Demenza Frontotemporale
Con l’espressione “demenza frontotemporale” si intende uno spettro eterogeneo di condizioni caratterizzate da processi neurodegenerativi dei lobi frontali e temporali. Questa demenza è stata recentemente al centro dell’attenzione mediatica dopo che la famiglia di Bruce Willis ha comunicato a febbraio che il noto attore statunitense è affetto da questa patologia. Per meglio comprendere la demenza frontotemporale è importante condurre studi a livello di popolazione per studiarne la frequenza, i fenotipi clinici e le differenze geografiche in termini di incidenza.

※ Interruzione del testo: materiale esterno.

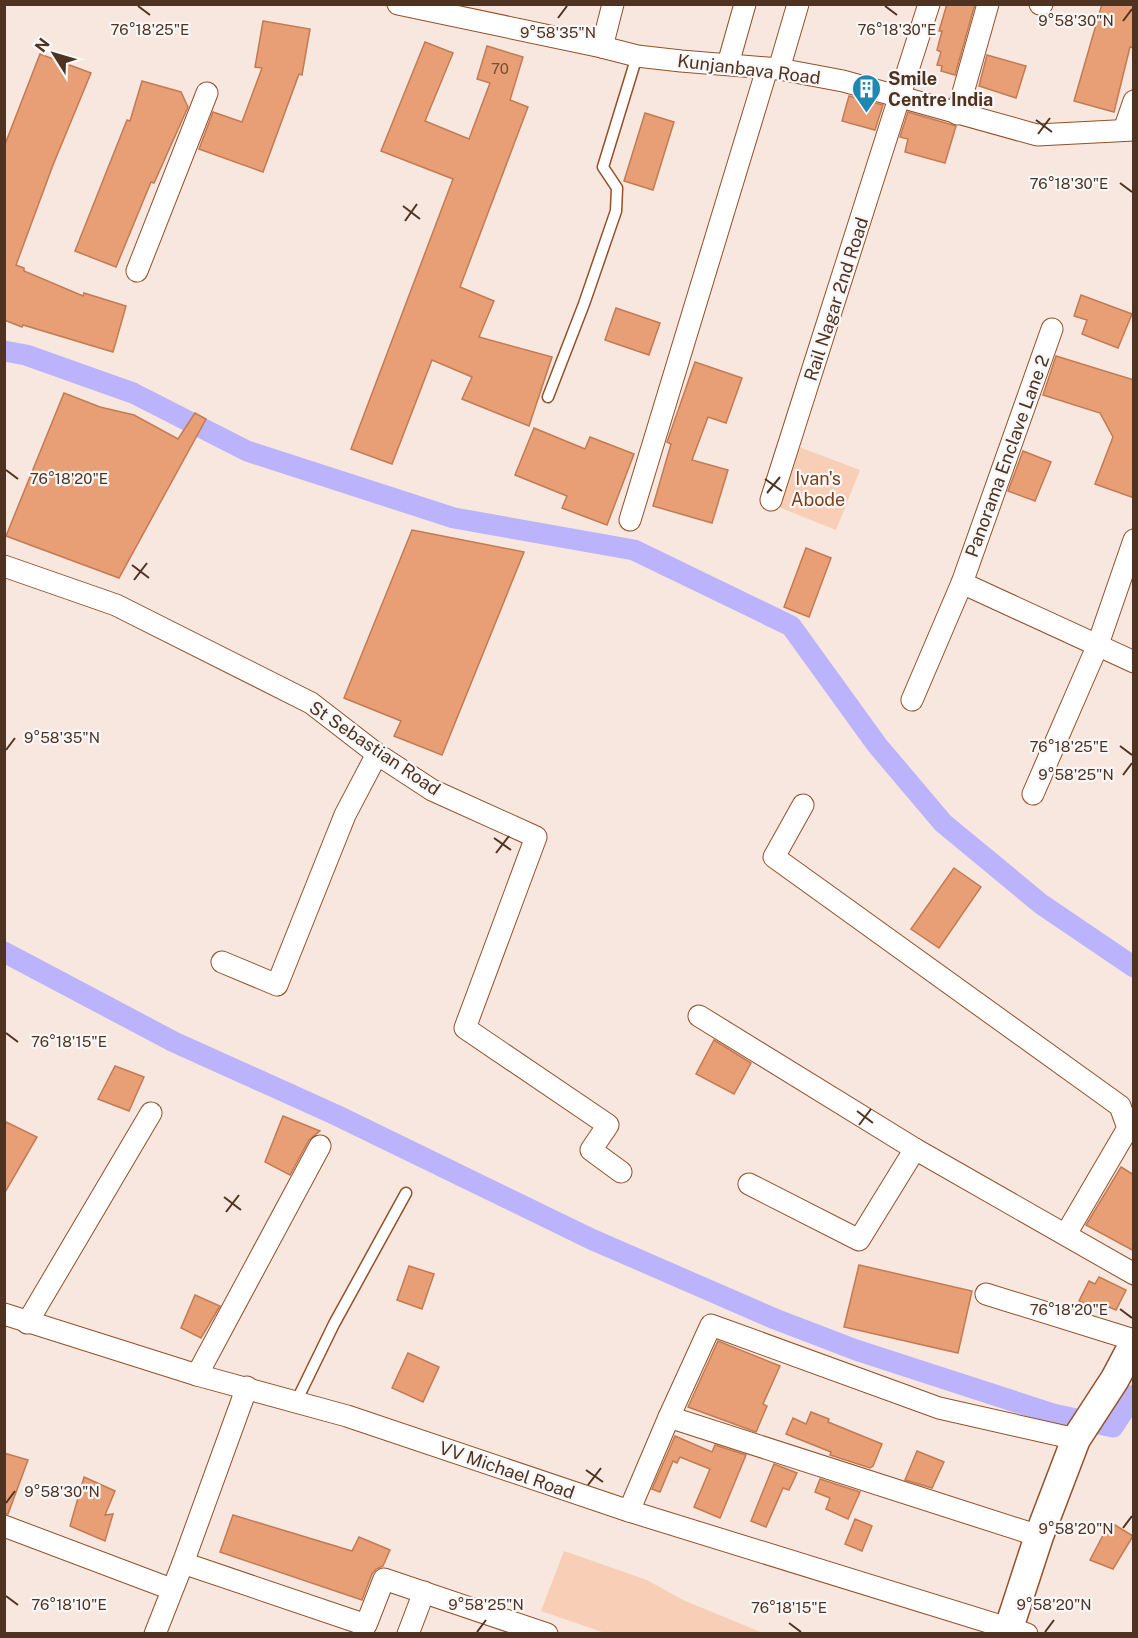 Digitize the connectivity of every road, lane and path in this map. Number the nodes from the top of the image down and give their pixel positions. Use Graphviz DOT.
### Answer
graph roads {
  1 [pos="398,4"];
  2 [pos="613,4"];
  3 [pos="745,4"];
  4 [pos="798,4"];
  5 [pos="929,4"];
  6 [pos="988,4"];
  7 [pos="421,7"];
  8 [pos="602,47"];
  9 [pos="637,56"];
  10 [pos="728,64"];
  11 [pos="773,69"];
  12 [pos="207,93"];
  13 [pos="900,99"];
  14 [pos="1134,101"];
  15 [pos="957,114"];
  16 [pos="1129,130"];
  17 [pos="137,271"];
  18 [pos="1052,329"];
  19 [pos="548,397"];
  20 [pos="771,500"];
  21 [pos="630,520"];
  22 [pos="1134,540"];
  23 [pos="4,566"];
  24 [pos="962,583"];
  25 [pos="1097,646"];
  26 [pos="1134,662"];
  27 [pos="912,700"];
  28 [pos="377,754"];
  29 [pos="1033,794"];
  30 [pos="803,805"];
  31 [pos="222,962"];
  32 [pos="699,1016"];
  33 [pos="151,1113"];
  34 [pos="320,1146"];
  35 [pos="915,1149"];
  36 [pos="621,1172"];
  37 [pos="749,1184"];
  38 [pos="406,1193"];
  39 [pos="1066,1234"];
  40 [pos="1134,1274"];
  41 [pos="986,1294"];
  42 [pos="4,1314"];
  43 [pos="27,1323"];
  44 [pos="1134,1341"];
  45 [pos="197,1375"];
  46 [pos="247,1387"];
  47 [pos="296,1402"];
  48 [pos="669,1417"];
  49 [pos="1076,1439"];
  50 [pos="629,1511"];
  51 [pos="4,1526"];
  52 [pos="1039,1536"];
  53 [pos="183,1563"];
  54 [pos="171,1589"];
  55 [pos="424,1592"];
  56 [pos="496,1625"];
  57 [pos="1015,1631"];
  58 [pos="155,1634"];
  59 [pos="408,1634"];
  60 [pos="547,1634"];
  1 -- 7 [label="street, Kunjanbava Road"];
  2 -- 8 [label="street"];
  3 -- 10 [label="street"];
  4 -- 11 [label="street"];
  5 -- 13 [label="street, Rail Nagar 2nd Road"];
  6 -- 15 [label="street"];
  7 -- 8 [label="street, Kunjanbava Road"];
  8 -- 9 [label="street, Kunjanbava Road"];
  9 -- 10 [label="street, Kunjanbava Road"];
  9 -- 19 [label="lane"];
  10 -- 11 [label="street, Kunjanbava Road"];
  11 -- 13 [label="street, Kunjanbava Road"];
  11 -- 21 [label="street"];
  12 -- 17 [label="street"];
  13 -- 15 [label="street, Kunjanbava Road"];
  13 -- 20 [label="street, Rail Nagar 2nd Road"];
  14 -- 16 [label="street"];
  15 -- 16 [label="street, Kunjanbava Road"];
  18 -- 24 [label="street, Panorama Enclave Lane 2"];
  22 -- 25 [label="street"];
  23 -- 28 [label="street, St Sebastian Road"];
  24 -- 25 [label="street"];
  24 -- 27 [label="street, Panorama Enclave Lane 2"];
  25 -- 26 [label="street"];
  25 -- 29 [label="street"];
  28 -- 31 [label="street"];
  28 -- 36 [label="street, St Sebastian Road"];
  30 -- 39 [label="street"];
  32 -- 35 [label="street"];
  33 -- 43 [label="street"];
  34 -- 45 [label="street"];
  35 -- 37 [label="street"];
  35 -- 39 [label="street"];
  38 -- 47 [label="lane"];
  39 -- 40 [label="street"];
  41 -- 44 [label="street"];
  42 -- 43 [label="street, VV Michael Road"];
  43 -- 45 [label="street, VV Michael Road"];
  44 -- 49 [label="main road"];
  45 -- 46 [label="street, VV Michael Road"];
  46 -- 47 [label="street, VV Michael Road"];
  46 -- 53 [label="street"];
  47 -- 50 [label="street, VV Michael Road"];
  48 -- 49 [label="street"];
  48 -- 50 [label="street"];
  48 -- 52 [label="street"];
  49 -- 52 [label="main road"];
  50 -- 57 [label="street, VV Michael Road"];
  51 -- 54 [label="street"];
  52 -- 57 [label="main road"];
  53 -- 54 [label="street"];
  53 -- 55 [label="street"];
  54 -- 58 [label="street"];
  55 -- 56 [label="street"];
  55 -- 59 [label="street"];
  56 -- 60 [label="street"];
} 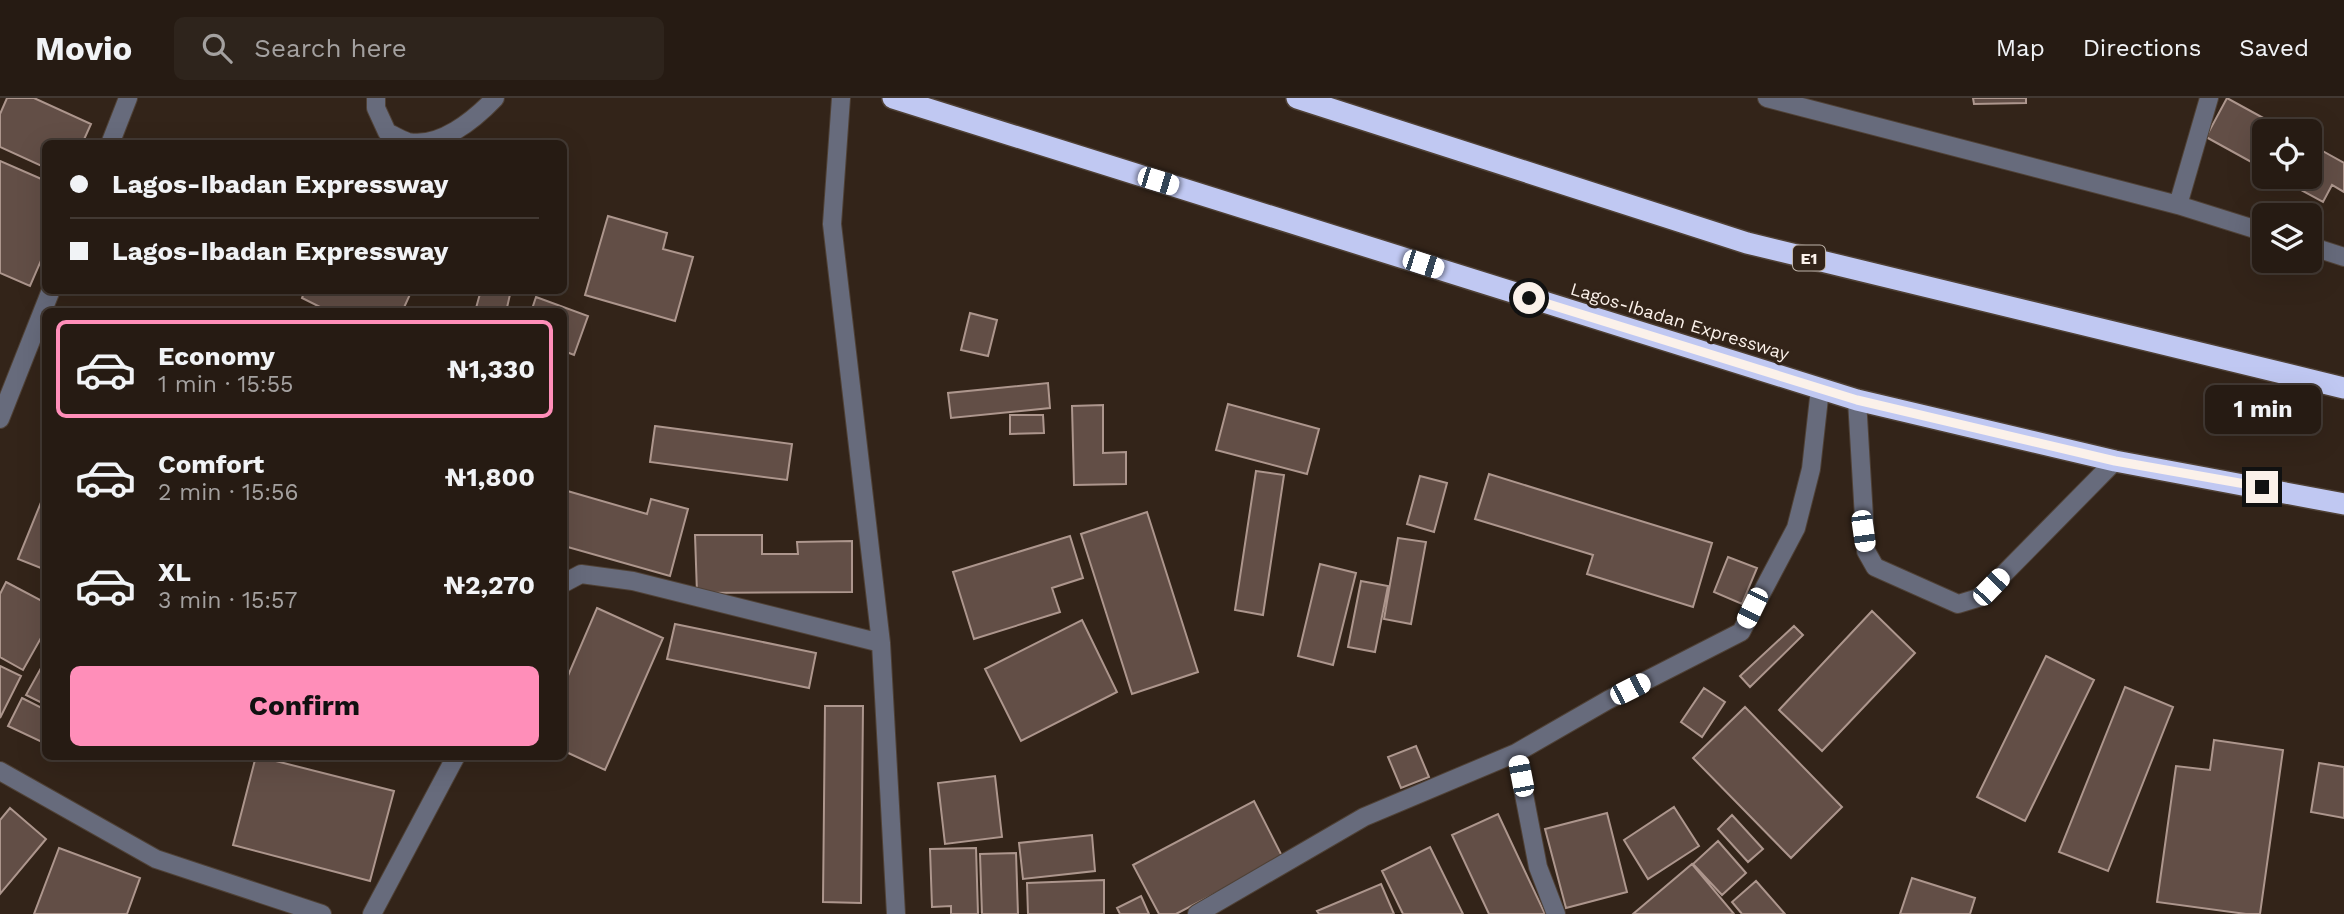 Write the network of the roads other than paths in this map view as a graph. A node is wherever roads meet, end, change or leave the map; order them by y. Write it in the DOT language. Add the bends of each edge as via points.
graph roads {
  1 [pos="128,98"];
  2 [pos="376,98"];
  3 [pos="495,98"];
  4 [pos="841,98"];
  5 [pos="893,98"];
  6 [pos="1297,98"];
  7 [pos="1767,98"];
  8 [pos="2209,98"];
  9 [pos="112,140"];
  10 [pos="403,140"];
  11 [pos="434,140"];
  12 [pos="2178,205"];
  13 [pos="2252,228"];
  14 [pos="2322,250"];
  15 [pos="2344,257"];
  16 [pos="42,313"];
  17 [pos="2344,388"];
  18 [pos="1820,389"];
  19 [pos="1857,400"];
  20 [pos="0,419"];
  21 [pos="2115,461"];
  22 [pos="2344,504"];
  23 [pos="567,582"];
  24 [pos="881,643"];
  25 [pos="1516,753"];
  26 [pos="454,760"];
  27 [pos="0,771"];
  28 [pos="322,914"];
  29 [pos="372,914"];
  30 [pos="896,914"];
  31 [pos="1196,914"];
  32 [pos="1556,914"];
  1 -- 9 [label="street"];
  2 -- 10 [label="street" via="387,132"];
  3 -- 11 [label="street" via="456,131"];
  4 -- 24 [label="street" via="832,224"];
  5 -- 18 [label="highway, Lagos-Ibadan Expressway"];
  6 -- 17 [label="highway, E1" via="1747,243"];
  7 -- 12 [label="street"];
  8 -- 12 [label="street"];
  12 -- 13 [label="street"];
  14 -- 15 [label="street"];
  16 -- 20 [label="street"];
  18 -- 19 [label="highway, Lagos-Ibadan Expressway"];
  18 -- 25 [label="street" via="1811,469 1796,527 1741,632"];
  19 -- 21 [label="highway, Lagos-Ibadan Expressway"];
  19 -- 21 [label="street" via="1866,551 1875,567 1958,604 1978,598 1991,587"];
  21 -- 22 [label="highway, Lagos-Ibadan Expressway"];
  23 -- 24 [label="street" via="582,574 633,582"];
  24 -- 30 [label="street"];
  25 -- 31 [label="street" via="1364,817"];
  25 -- 32 [label="street" via="1538,867"];
  26 -- 29 [label="street"];
  27 -- 28 [label="street" via="156,859"];
}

Esattamente con questo obiettivo è nato nel 2020 il network internazionale FRONTIERS (Frontotemporal Dementia Incidence European Research Study), i cui principali promotori sono stati il professor Giancarlo Logroscino dell’Università di Bari e la professoressa Barbara Borroni dell’Università di Brescia. Io ho avuto il piacere di collaborare a questo ambizioso progetto che ha raccolto i dati da 13 centri specializzati in 9 paesi diversi, per stimare l’incidenza della demenza frontotemporale in Europa. Questo studio rappresenta il primo passo per scoprire qual è la frequenza e quali le caratteristiche cliniche di questa patologia che ha importanti conseguenze per le persone che ne sono affette.
Ictus
Un’altra malattia neurologica che ha un grande impatto sulla società è l’ictus. Secondo i dati del Global Burden of Disease 2019, l’ictus ischemico è la seconda causa di morte nel mondo e la terza causa di morte in Italia. Esistono delle possibilità terapeutiche per questa patologia, tuttavia, perché sia possibile ridurre la disabilità e la probabilità di morte, è essenziale che la terapia venga somministrata entro poche ore dall’esordio dei sintomi. Il tempo è infatti un fattore cruciale nella gestione dell’ictus ischemico, tanto che il motto “time is brain” (“il tempo è cervello”) è spesso utilizzato per sintetizzare l’importanza di un intervento tempestivo per ridurre i danni cerebrali. Diventerà sempre più importante identificare immediatamente i sintomi dell’ictus e ridurre al minimo i tempi di intervento nel futuro. Per questo motivo, sono state realizzate le “Mobile Stroke Unit”, delle speciali ambulanze al cui interno è possibile effettuare tomografie computerizzate per la diagnosi dell’ictus ischemico in modo da iniziare se necessario, già all’interno della stessa ambulanza, il trattamento trombolitico. Io ho collaborato come biostatistico allo studio B_PROUD (Berlin PRehospital Or Usual Delivery of Acute Stroke Care; PI dello studio: Prof. Heinrich J. Audebert) che ha mostrato che, nel territorio di Berlino, l’uso delle Mobile Stroke Unit ha avuto un effetto positivo sul grado di disabilità delle persone che sono state colpite da un ictus.
Metodologia
Viviamo in un momento storico in cui grandi quantità di dati vengono immagazzinati ed analizzati continuamente. La pandemia di Covid-19 ci ha mostrato quanto sia essenziale, per l’epidemiologia, raccogliere dati di qualità e analizzarli in modo corretto. La pandemia ci ha anche mostrato che i trial clinici randomizzati hanno delle importanti limitazioni e non sono in grado di rispondere a tutte le domande dei ricercatori. Dalla fine degli anni 80, grazie al contributo di importanti ricercatori come Judea Pearl, professore Università della California - Los Angeles, vincitore del premio Turing nel 2011, e di James M. Robins, epidemiologo di fama mondiale e professore all’Università di Harvard, l’epidemiologia e la medicina sono state travolte da quella che molti chiamano “causal revolution”. Negli ultimi 40 anni, infatti, è stata messa a punto una innovativa teoria che formalizza la definizione di relazione causa-effetto e rende possibile studiare le relazioni causali in studi osservazionali riportando in maniera trasparente le proprie assunzioni, rivoluzionando il modo in cui la ricerca medica viene oggi condotta. È facile quindi immaginare che questo lento processo di trasformazione metodologica continuerà nei prossimi anni e porterà ad una migliore qualità delle analisi statistiche e ad un più alto livello del dibattito scientifico.